In the sequence above you can see that if one of the backend processes is reading the file at the same time as the stats collector is rewriting it, then the backend process may still have the file open at the time the rename is attempted. That leads to the 'Permission Denied' error you are seeing.
Naturally when the file becomes very large, then the amount of time taken to read it becomes more significant, therefore the probability of the stats collector process attempting a rename while a backend still has it open increases.
However, since the file is frequently being rewritten, the impact of these errors is relatively mild. It just means that this particular update fails, leading the the backends getting slightly out of date statistics. The next update will probably succeed.
Note that Windows does offer a file opening mode which does allow files to be deleted or renamed while they are opened by another process, however as far as I could tell, this mode is not used by Postgresql. I could not find any bug report on this - seems like it should be reported.

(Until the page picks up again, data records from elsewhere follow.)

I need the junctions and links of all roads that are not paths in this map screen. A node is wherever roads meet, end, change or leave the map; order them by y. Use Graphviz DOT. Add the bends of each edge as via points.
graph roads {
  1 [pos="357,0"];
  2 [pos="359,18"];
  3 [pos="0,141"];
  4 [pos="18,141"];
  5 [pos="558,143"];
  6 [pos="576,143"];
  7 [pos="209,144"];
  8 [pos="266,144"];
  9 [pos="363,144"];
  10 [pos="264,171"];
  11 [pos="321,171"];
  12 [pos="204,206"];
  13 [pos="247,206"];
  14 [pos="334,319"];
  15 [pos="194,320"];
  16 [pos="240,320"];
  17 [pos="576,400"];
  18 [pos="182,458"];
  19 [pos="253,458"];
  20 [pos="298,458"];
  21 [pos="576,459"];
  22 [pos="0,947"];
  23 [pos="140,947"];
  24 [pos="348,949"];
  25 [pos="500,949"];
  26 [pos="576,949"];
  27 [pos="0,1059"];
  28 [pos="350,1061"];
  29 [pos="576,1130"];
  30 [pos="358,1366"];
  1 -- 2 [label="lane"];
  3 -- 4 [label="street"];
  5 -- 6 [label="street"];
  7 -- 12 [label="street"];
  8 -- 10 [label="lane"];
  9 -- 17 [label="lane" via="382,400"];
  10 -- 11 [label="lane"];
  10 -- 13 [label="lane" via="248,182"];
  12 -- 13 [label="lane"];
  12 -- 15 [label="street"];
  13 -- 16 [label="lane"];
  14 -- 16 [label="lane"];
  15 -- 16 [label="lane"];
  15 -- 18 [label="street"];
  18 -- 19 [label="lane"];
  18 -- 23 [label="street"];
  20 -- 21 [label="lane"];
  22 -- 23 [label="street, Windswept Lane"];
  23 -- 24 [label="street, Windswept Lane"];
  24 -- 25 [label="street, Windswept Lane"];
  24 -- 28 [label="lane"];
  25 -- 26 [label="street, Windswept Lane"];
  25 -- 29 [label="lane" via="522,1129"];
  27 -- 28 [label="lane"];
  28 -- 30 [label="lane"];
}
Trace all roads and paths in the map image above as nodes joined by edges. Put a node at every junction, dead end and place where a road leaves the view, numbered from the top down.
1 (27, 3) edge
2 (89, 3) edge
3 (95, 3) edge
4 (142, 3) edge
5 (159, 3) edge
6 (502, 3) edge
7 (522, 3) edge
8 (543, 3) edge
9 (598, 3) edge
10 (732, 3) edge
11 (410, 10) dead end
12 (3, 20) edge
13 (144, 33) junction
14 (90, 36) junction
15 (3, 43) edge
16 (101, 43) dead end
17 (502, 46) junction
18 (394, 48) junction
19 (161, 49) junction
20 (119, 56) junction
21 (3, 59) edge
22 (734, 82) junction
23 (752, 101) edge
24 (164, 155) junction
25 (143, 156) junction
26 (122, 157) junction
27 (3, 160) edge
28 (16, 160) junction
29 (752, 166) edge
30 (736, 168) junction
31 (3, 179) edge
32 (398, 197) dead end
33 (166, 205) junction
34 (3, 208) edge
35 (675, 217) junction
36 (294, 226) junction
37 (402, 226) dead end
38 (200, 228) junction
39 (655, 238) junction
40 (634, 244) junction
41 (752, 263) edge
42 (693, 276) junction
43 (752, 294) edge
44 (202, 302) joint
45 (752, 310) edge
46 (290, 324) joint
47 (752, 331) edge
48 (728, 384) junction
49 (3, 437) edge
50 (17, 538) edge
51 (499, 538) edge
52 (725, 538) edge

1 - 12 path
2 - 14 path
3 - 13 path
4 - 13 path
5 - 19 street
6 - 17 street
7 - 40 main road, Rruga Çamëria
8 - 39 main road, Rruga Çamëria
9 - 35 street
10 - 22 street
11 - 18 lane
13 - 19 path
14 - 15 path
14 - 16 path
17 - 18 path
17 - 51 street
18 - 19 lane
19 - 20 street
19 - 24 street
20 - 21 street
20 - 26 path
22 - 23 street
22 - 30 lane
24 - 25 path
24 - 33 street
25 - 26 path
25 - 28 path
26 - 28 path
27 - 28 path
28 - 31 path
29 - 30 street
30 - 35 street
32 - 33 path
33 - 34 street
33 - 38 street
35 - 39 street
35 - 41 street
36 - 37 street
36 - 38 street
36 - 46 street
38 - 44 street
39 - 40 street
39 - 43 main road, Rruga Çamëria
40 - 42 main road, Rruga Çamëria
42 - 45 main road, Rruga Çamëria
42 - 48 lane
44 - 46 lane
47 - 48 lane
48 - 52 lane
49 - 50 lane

In summary, these errors are a side effect of the main problem, which is the excessive size of the global.stat file.
I've turned track_activities off but the file is still being written - Why?
From what I can see, track_activites affects only one of the sets of information that the stats collector is collecting.

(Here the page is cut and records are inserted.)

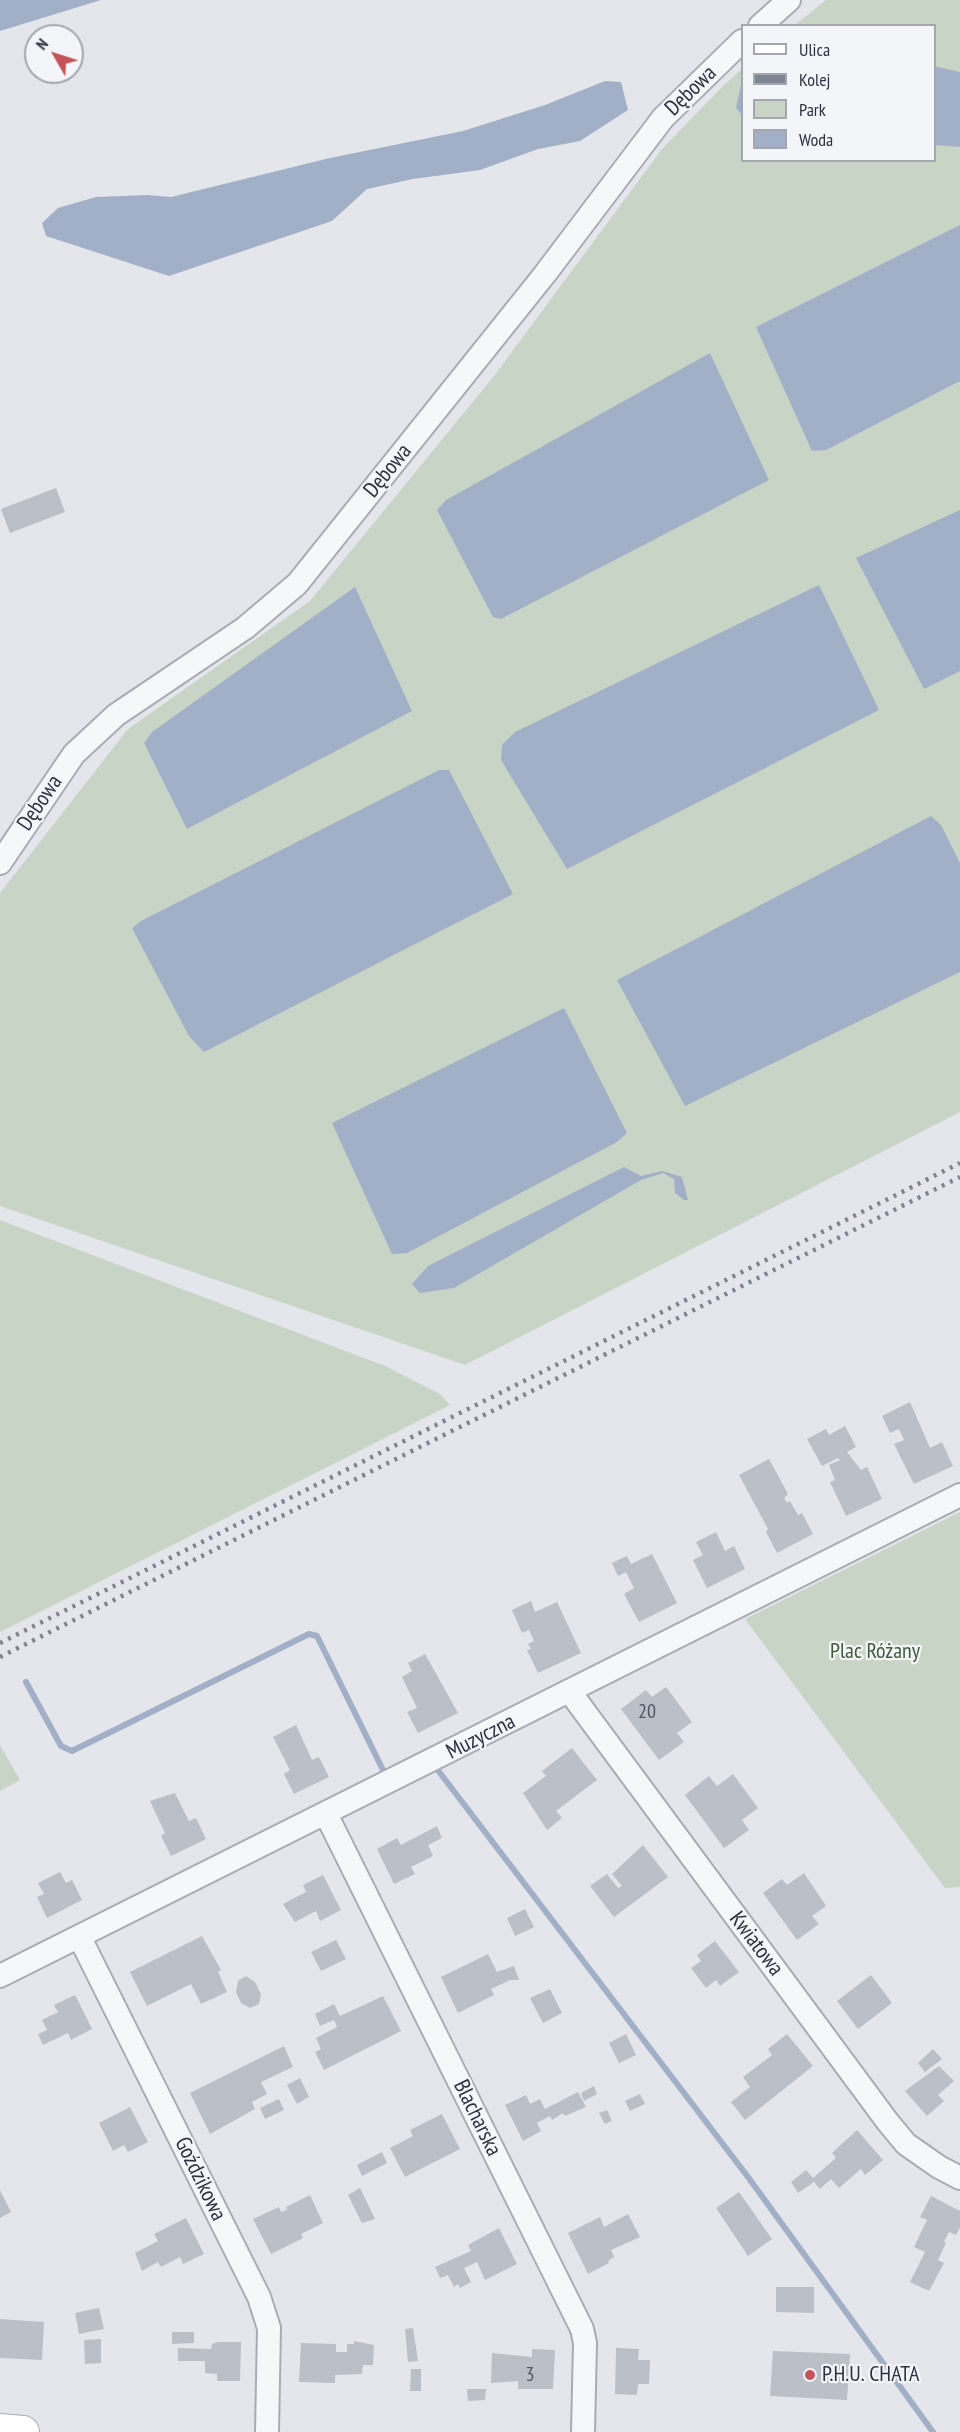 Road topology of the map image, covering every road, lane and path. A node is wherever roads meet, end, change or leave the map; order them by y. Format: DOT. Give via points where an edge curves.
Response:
graph roads {
  1 [pos="789,0"];
  2 [pos="762,24"];
  3 [pos="741,42"];
  4 [pos="0,863"];
  5 [pos="960,1495"];
  6 [pos="570,1692"];
  7 [pos="326,1814"];
  8 [pos="80,1938"];
  9 [pos="0,1976"];
  10 [pos="960,2178"];
  11 [pos="0,2430"];
  12 [pos="23,2432"];
  13 [pos="267,2432"];
  14 [pos="583,2432"];
  1 -- 2 [label="street"];
  3 -- 4 [label="street, Dębowa" via="663,117 545,274 297,584 245,628 116,715 74,754"];
  5 -- 6 [label="street, Muzyczna"];
  6 -- 7 [label="street, Muzyczna"];
  6 -- 10 [label="street, Kwiatowa" via="887,2121 906,2144"];
  7 -- 8 [label="street, Muzyczna"];
  7 -- 14 [label="street, Blacharska" via="582,2329"];
  8 -- 9 [label="street, Muzyczna"];
  8 -- 13 [label="street, Goździkowa" via="259,2297 269,2328"];
  11 -- 12 [label="street"];
}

In addition, it looks as though the stats collector process is started regardless of these settings, and will continue to re-write the file. The settings appear to control only the collection of fresh data.

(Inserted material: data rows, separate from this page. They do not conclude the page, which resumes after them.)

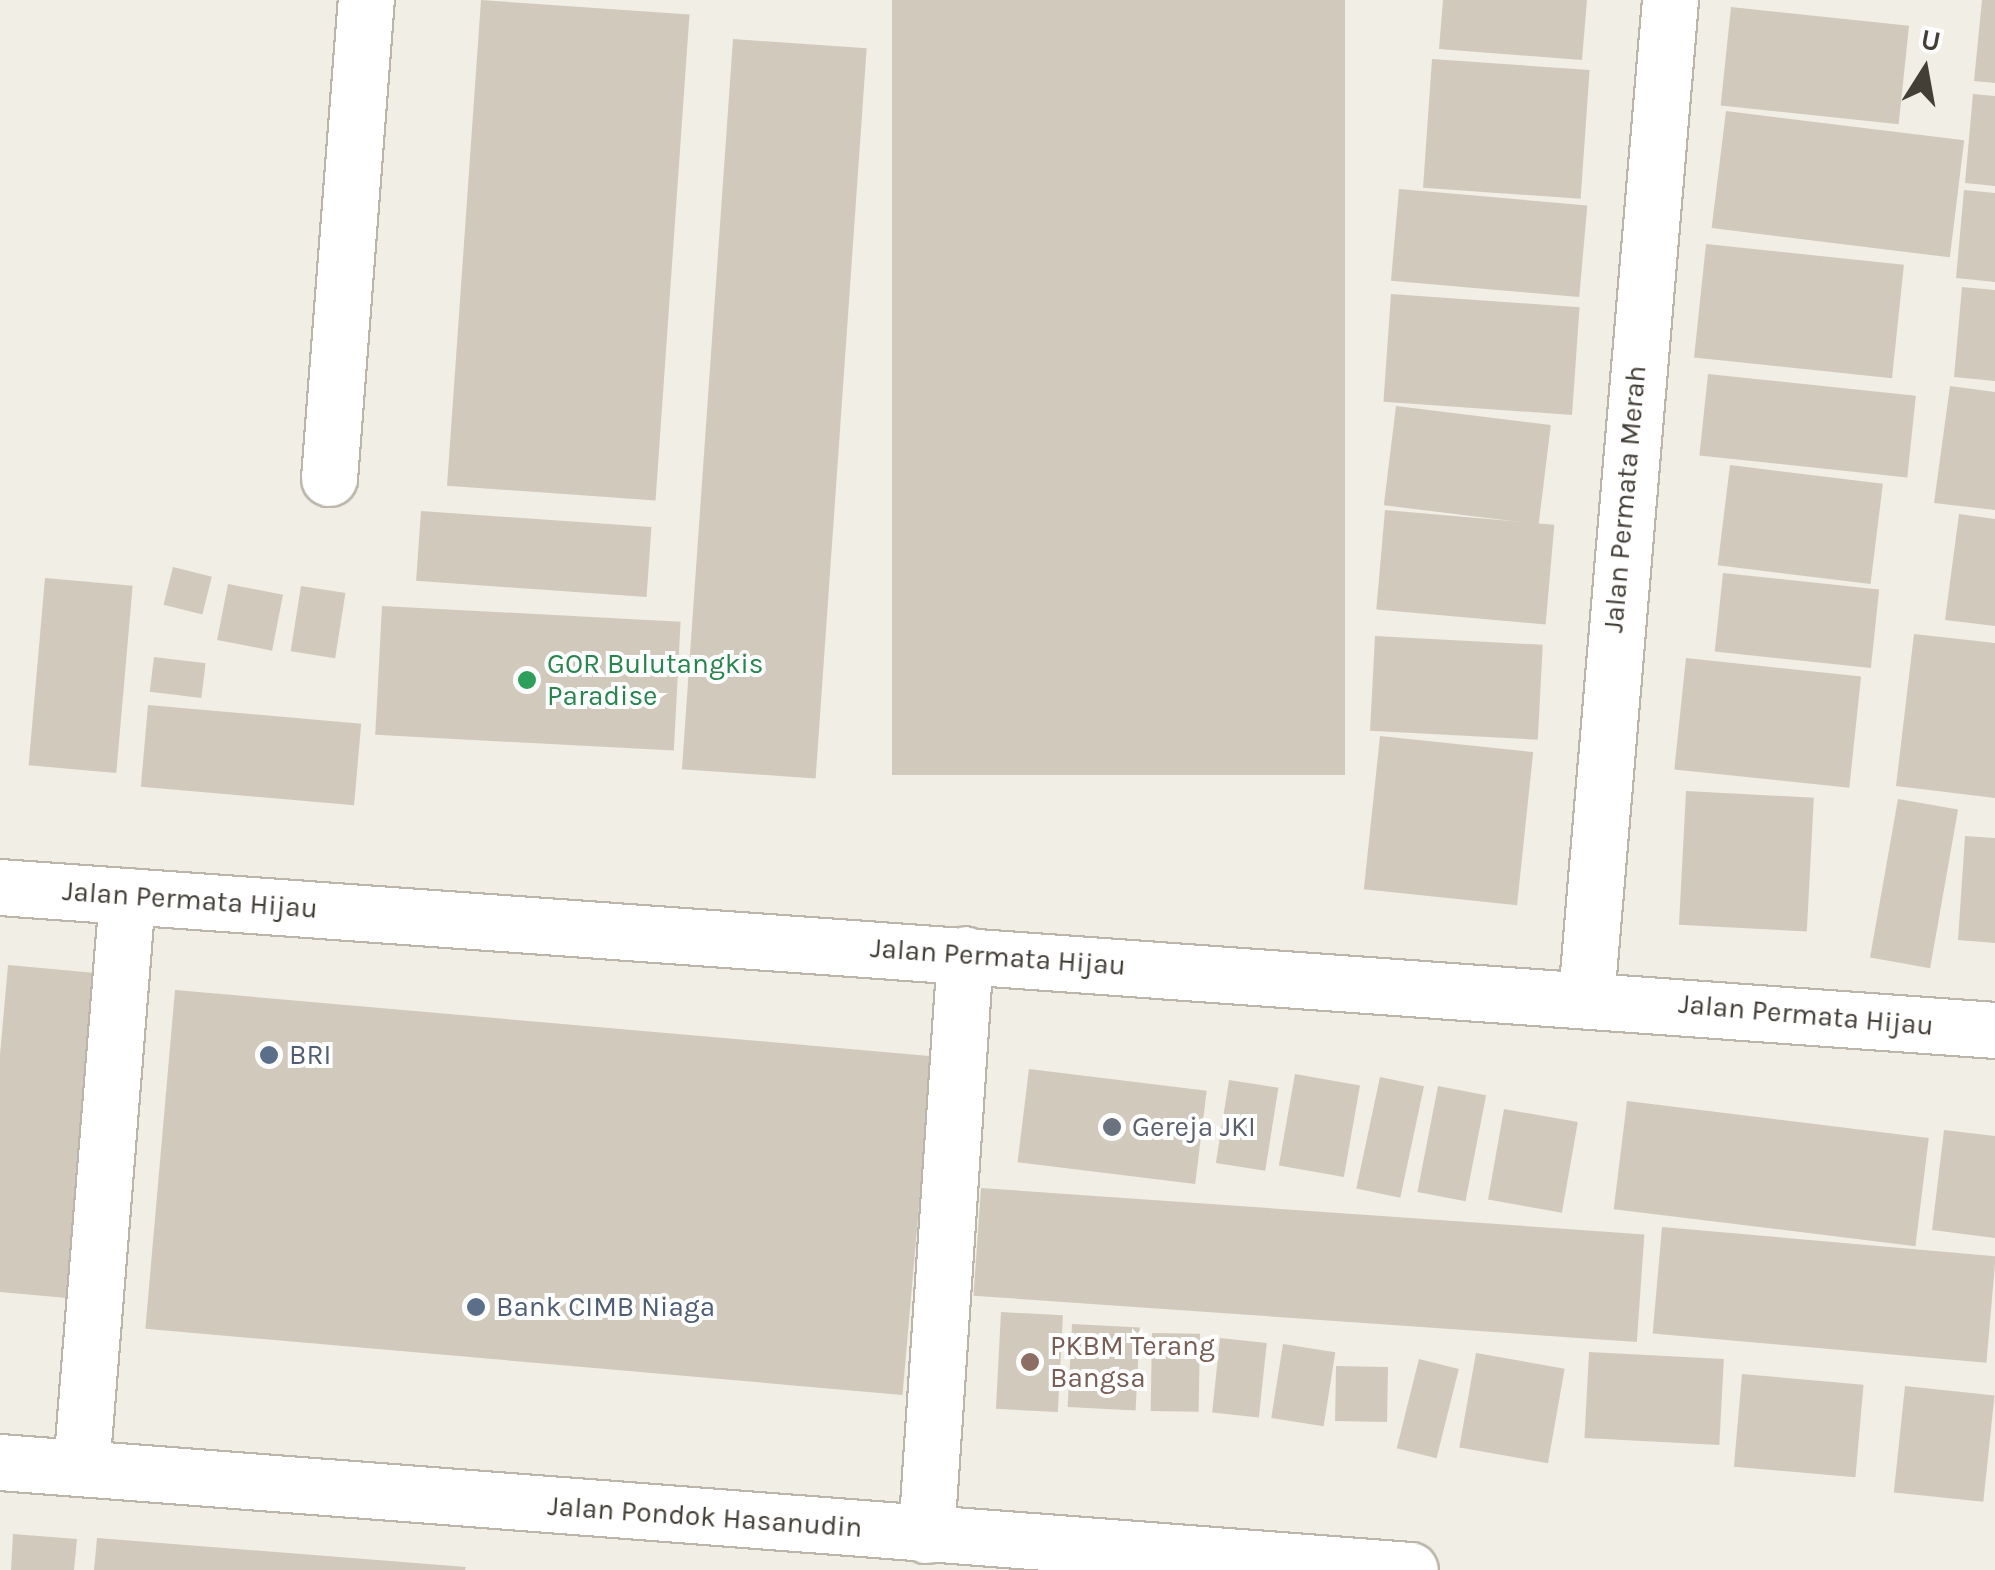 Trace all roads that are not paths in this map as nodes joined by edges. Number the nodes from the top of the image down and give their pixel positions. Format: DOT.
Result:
graph roads {
  1 [pos="366,0"];
  2 [pos="1670,0"];
  3 [pos="329,478"];
  4 [pos="0,887"];
  5 [pos="127,896"];
  6 [pos="965,954"];
  7 [pos="1586,998"];
  8 [pos="1995,1030"];
  9 [pos="0,1462"];
  10 [pos="81,1468"];
  11 [pos="926,1534"];
  12 [pos="1410,1570"];
  1 -- 3 [label="street"];
  2 -- 7 [label="street, Jalan Permata Merah"];
  4 -- 5 [label="street, Jalan Permata Hijau"];
  5 -- 6 [label="street, Jalan Permata Hijau"];
  5 -- 10 [label="street"];
  6 -- 7 [label="street, Jalan Permata Hijau"];
  6 -- 11 [label="street"];
  7 -- 8 [label="street, Jalan Permata Hijau"];
  9 -- 10 [label="street, Jalan Pondok Hasanudin"];
  10 -- 11 [label="street, Jalan Pondok Hasanudin"];
  11 -- 12 [label="street, Jalan Pondok Hasanudin"];
}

My conclusion is that once the file has become bloated, it will remain so and continue to be re-written, even once all of the stats collection options are turned off.
What can I do to avoid this problem?
Once the file has become bloated, it seems that the easiest way to get the database back into a good working state is to remove the file, using the following steps:
Stop the database
When the DB is stopped, the pg_stat_tmp directory is empty and a file $PGDATA/global/pgstat.stat is written. We renamed this file to pgstat.stat.old.
Start the database. It creates a fresh set of pgstat files. After confirming the server was operating correctly you can remove the old file you have renamed.
This is the process we used when one of our servers suffered from this problem.
Needless to say be very careful when manually manipulating any files under the Postgresql Data directory.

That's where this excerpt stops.